§ YOUR OBJECTIVE
Pick each line containing "lane" out of the records.

Collected data:
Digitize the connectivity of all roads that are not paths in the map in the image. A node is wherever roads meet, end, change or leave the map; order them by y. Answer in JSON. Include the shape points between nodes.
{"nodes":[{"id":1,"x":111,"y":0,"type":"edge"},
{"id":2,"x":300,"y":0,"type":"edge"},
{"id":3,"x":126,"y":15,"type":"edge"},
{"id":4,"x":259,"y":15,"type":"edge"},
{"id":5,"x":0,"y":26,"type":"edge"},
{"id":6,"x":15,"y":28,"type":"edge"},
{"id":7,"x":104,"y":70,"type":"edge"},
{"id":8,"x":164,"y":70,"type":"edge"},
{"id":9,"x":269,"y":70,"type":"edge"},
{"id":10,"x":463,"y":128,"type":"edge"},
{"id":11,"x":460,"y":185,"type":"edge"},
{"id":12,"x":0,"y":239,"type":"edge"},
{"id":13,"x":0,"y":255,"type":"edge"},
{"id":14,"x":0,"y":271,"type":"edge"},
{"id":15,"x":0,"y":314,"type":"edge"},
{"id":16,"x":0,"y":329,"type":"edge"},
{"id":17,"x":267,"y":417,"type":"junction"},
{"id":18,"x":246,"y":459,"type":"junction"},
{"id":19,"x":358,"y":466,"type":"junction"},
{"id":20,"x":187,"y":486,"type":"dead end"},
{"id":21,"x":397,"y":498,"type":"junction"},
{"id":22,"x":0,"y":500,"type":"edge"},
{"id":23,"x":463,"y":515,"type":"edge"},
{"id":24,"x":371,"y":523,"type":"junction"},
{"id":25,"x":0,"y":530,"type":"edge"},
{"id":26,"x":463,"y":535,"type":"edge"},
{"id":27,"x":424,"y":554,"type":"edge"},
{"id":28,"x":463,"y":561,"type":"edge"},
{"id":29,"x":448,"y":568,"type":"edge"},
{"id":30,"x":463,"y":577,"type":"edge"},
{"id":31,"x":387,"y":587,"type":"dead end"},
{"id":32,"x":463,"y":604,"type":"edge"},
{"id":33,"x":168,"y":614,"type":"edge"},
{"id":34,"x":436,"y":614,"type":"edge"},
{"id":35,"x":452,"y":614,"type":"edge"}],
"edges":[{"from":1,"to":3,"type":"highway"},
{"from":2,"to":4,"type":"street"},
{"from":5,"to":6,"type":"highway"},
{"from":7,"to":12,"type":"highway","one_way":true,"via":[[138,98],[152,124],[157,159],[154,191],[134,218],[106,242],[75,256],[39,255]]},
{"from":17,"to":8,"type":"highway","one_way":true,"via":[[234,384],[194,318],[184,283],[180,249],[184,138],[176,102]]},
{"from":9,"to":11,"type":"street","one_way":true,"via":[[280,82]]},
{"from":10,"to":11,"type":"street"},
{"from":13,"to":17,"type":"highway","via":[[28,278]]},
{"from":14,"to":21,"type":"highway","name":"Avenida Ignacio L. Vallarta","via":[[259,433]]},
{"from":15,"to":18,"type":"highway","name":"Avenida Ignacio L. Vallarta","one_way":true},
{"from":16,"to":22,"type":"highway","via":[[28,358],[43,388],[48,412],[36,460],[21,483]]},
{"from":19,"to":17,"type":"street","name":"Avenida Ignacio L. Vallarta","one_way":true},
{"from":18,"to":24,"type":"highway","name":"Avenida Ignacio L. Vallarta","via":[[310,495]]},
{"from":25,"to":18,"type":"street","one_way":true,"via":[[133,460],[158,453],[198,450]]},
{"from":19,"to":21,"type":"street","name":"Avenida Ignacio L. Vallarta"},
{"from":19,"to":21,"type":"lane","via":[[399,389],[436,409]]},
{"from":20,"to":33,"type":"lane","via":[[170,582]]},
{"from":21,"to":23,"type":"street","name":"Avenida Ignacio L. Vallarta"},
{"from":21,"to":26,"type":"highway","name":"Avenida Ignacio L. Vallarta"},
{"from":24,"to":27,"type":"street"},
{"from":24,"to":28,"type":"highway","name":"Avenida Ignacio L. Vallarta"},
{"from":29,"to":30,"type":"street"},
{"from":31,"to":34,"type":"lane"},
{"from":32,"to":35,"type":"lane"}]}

§ TASK RESULT
{"from":19,"to":21,"type":"lane","via":[[399,389],[436,409]]},
{"from":20,"to":33,"type":"lane","via":[[170,582]]},
{"from":31,"to":34,"type":"lane"},
{"from":32,"to":35,"type":"lane"}]}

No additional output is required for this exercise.